Zhou Yuan, Du Wei-Dong, Wu Qiang, Liu Yi, Chen Gang, Ruan Jian, Xu Song, Yang Feng, Zhou Fu-Sheng, Tang Xian-Fa, Tang Hua-Yang, Zuo Xian-Bo, Zhang Feng-Yu, Sun Liang-Dan, Zhang Xue-Jun
Key Lab of Genome Research of Anhui Province, Anhui Medical University, Hefei, China; Department of Biology, Anhui Medical University, Hefei, China.
Mol Carcinog. 2014 Aug;53(8):589-97. doi: 10.1002/mc.21871. Epub 2012 Jan 6.
Enhancer of zeste 2 (EZH2) gene encodes a histone methyltransferase that constitutes the catalytic component of the polycomb repressive complex-2 (PRC2) to initiate epigenetic silencing of genes. It is reported that the expression level of EZH2 in gastric cancer tissue was highly correlated with tumor progression, however, whether EZH2 genetic variants were associated with the risk of gastric cancer remains yet unknown. In this study, we conducted a genotyping analysis for EZH2 in 311 cases of gastric cancer and 425 controls from the Chinese Han population. We found five single nucleotide polymorphisms (SNP; rs12670401, rs6464926, rs2072407, rs734005, and rs734004) of EZH2 gene were significantly associated with the risk of gastric cancer. Of which, the rs12670401 with the minor allele C and rs6464926 with the minor allele T revealed strong associations with increased gastric cancer risk [P = 0.009, adjusted odds ratio (aOR) = 1.327, 95% CI = 1.075-1.683 and P = 0.012, aOR = 1.310, 95% CI = 1.059-1.619]. The other three SNPs, rs2072407, rs734005, and rs734004 contributed to significantly reduced risk of gastric cancer (P = 0.033, aOR = 0.787, 95% CI = 0.633-0.981, P = 0.045, aOR = 0.799, 95% CI = 0.642-0.995 and P = 0.048, aOR = 0.803, 95% CI = 0.645-0.999), respectively. We further found that rs12670401 and rs6464926 were in a strong LD while rs2072407, rs734005, and rs734004 were in another. Haplotype analysis of the five SNPs showed that haplotype CCTCT reduced the risk of gastric cancer (P = 0.031 and aOR = 0.784), while haplotype GTCTC significantly elevated the risk of gastric cancer (P = 0.011 and aOR = 1.310). We concluded that EZH2 variants were significantly associated with gastric cancer risk. Our results for the first time provided new insight into susceptibility factors of EZH2 gene variants in carcinogenesis of gastric cancer of the Chinese Han population.

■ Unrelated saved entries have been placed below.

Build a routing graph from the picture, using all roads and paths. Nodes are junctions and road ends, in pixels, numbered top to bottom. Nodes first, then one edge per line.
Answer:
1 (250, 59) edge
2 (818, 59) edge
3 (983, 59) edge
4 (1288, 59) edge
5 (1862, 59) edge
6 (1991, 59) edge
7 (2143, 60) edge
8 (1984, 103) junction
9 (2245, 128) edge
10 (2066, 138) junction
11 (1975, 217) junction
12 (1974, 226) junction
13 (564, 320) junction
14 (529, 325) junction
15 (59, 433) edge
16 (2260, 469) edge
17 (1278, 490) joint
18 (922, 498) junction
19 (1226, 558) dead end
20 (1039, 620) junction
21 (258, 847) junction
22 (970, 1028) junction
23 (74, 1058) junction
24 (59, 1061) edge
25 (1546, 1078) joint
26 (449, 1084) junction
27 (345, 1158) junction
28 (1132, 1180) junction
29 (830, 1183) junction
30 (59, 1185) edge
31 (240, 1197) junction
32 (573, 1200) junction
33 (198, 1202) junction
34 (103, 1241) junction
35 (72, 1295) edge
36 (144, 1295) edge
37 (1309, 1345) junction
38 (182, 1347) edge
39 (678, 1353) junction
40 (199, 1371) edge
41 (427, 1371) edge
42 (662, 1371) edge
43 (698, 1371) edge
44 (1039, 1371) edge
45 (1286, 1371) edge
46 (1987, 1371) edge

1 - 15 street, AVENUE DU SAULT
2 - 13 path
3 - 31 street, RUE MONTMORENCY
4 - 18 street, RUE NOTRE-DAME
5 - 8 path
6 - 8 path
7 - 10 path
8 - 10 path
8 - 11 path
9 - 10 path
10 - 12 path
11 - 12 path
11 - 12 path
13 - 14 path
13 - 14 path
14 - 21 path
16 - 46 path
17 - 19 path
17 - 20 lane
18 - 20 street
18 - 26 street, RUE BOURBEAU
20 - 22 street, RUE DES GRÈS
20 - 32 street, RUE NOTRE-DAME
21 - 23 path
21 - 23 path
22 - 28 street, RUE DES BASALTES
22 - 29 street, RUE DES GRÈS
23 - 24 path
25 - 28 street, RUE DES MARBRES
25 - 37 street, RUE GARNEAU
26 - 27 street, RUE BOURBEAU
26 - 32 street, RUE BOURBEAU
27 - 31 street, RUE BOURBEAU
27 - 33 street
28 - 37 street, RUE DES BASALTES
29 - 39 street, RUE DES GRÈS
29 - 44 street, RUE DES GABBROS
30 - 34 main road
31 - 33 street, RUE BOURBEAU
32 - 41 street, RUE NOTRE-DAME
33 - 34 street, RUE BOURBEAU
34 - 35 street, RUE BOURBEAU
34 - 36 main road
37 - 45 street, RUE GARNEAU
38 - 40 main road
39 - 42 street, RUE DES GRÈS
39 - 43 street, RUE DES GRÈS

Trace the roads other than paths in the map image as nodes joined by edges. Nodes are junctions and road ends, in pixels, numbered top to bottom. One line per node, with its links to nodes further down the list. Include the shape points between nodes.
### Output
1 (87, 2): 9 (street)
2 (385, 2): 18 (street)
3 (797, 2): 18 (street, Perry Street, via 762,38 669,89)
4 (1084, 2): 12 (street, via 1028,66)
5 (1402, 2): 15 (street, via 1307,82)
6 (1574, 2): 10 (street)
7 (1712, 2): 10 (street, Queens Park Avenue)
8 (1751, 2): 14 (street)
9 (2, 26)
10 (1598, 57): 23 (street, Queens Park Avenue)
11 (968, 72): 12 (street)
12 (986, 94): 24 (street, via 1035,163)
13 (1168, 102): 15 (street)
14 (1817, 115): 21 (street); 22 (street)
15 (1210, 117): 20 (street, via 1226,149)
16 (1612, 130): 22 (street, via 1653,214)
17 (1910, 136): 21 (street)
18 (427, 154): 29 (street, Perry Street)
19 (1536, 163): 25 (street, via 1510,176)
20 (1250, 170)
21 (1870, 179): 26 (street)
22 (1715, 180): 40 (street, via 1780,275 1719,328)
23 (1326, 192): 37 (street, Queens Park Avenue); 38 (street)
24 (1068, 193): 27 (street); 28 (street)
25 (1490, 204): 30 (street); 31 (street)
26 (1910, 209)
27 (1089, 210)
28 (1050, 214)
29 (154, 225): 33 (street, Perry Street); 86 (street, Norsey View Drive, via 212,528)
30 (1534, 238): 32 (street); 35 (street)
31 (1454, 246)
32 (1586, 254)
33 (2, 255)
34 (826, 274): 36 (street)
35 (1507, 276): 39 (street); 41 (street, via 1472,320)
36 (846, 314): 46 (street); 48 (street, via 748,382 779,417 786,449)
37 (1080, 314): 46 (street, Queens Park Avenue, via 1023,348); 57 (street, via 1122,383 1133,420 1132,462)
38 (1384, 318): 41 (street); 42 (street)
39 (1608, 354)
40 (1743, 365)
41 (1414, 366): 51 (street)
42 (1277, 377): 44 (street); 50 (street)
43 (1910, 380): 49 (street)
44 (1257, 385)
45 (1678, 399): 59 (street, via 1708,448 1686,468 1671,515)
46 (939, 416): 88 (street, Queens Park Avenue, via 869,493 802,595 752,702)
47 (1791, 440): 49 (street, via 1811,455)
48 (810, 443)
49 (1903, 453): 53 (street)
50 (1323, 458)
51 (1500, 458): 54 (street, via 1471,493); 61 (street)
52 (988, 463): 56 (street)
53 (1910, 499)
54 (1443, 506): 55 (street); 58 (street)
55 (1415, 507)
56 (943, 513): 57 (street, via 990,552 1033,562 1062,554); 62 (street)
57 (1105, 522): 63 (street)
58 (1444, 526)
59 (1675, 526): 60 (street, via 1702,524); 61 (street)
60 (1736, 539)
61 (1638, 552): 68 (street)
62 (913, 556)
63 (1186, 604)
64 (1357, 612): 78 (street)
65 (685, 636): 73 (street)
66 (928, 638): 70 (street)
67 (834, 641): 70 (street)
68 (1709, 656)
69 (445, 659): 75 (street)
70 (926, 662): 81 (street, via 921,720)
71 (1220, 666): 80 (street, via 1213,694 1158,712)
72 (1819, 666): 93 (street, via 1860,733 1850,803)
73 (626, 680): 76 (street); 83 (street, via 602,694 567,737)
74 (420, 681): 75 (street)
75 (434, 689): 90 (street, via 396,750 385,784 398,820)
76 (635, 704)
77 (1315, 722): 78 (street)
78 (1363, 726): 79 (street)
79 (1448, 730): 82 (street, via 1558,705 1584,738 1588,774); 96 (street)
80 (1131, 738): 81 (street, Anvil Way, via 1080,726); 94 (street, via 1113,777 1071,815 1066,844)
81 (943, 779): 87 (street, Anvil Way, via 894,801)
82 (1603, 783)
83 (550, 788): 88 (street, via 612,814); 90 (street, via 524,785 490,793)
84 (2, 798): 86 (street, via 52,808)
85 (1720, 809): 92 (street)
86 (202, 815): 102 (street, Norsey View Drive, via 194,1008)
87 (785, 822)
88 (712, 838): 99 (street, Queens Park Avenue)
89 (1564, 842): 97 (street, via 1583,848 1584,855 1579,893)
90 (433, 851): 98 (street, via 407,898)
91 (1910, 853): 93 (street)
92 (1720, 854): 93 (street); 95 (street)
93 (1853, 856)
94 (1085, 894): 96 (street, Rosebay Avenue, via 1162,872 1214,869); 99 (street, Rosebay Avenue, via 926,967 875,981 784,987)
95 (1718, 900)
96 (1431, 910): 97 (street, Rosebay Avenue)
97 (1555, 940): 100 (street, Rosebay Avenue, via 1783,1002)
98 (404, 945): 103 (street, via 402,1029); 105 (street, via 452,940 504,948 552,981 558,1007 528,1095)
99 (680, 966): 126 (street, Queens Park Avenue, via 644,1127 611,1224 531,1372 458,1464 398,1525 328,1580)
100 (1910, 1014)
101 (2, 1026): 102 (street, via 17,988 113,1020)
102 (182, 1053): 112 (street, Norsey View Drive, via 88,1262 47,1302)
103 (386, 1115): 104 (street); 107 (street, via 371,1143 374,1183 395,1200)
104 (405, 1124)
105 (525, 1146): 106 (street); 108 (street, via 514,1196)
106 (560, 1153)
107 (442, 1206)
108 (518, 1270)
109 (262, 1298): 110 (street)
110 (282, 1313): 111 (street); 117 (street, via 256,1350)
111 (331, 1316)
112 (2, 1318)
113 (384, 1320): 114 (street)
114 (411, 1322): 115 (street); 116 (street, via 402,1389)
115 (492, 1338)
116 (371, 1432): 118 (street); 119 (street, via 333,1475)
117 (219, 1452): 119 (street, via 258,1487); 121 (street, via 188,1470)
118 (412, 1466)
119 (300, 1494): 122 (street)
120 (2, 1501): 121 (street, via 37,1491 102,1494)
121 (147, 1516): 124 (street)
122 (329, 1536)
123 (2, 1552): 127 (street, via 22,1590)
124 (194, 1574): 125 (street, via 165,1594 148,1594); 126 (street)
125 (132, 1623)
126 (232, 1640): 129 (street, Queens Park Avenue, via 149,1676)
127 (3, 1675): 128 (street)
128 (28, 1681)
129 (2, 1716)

zeste 2增强子(EZH2)基因编码一种组蛋白甲基转移酶,该酶构成多梳抑制复合物2(PRC2)的催化成分,从而启动基因的表观遗传沉默。据报道,EZH2在胃癌组织中的表达水平与肿瘤进展高度相关,然而,EZH2基因变异是否与胃癌风险相关仍不清楚。在本研究中,我们对311例中国汉族胃癌患者和425例对照进行了EZH2基因分型分析。我们发现EZH2基因的五个单核苷酸多态性(SNP;rs12670401、rs6464926、rs2072407、rs734005和rs734004)与胃癌风险显著相关。其中,次要等位基因C的rs12670401和次要等位基因T的rs6464926与胃癌风险增加密切相关[P = 0.009,校正比值比(aOR)= 1.327,95%置信区间(CI)= 1.075 - 1.683;P = 0.012,aOR = 1.310,95% CI = 1.059 - 1.619]。另外三个SNP,rs2072407、rs734005和rs734004则显著降低了胃癌风险(P = 0.033,aOR = 0.787,95% CI = 0.633 - 0.981;P = 0.045,aOR = 0.799,95% CI = 0.642 - 0.995;P = 0.048,aOR = 0.803,95% CI = 0.645 - 0.999)。我们进一步发现rs12670401和rs6464926处于强连锁不平衡状态,而rs2072407、rs734005和rs734004处于另一种连锁不平衡状态。对这五个SNP的单倍型分析表明,单倍型CCTCT降低了胃癌风险(P = 0.031,aOR = 0.784),而单倍型GTCTC则显著增加了胃癌风险(P = 0.011,aOR = 1.310)。我们得出结论,EZH2变异与胃癌风险显著相关。我们的结果首次为中国汉族人群胃癌发生过程中EZH2基因变异的易感因素提供了新的见解。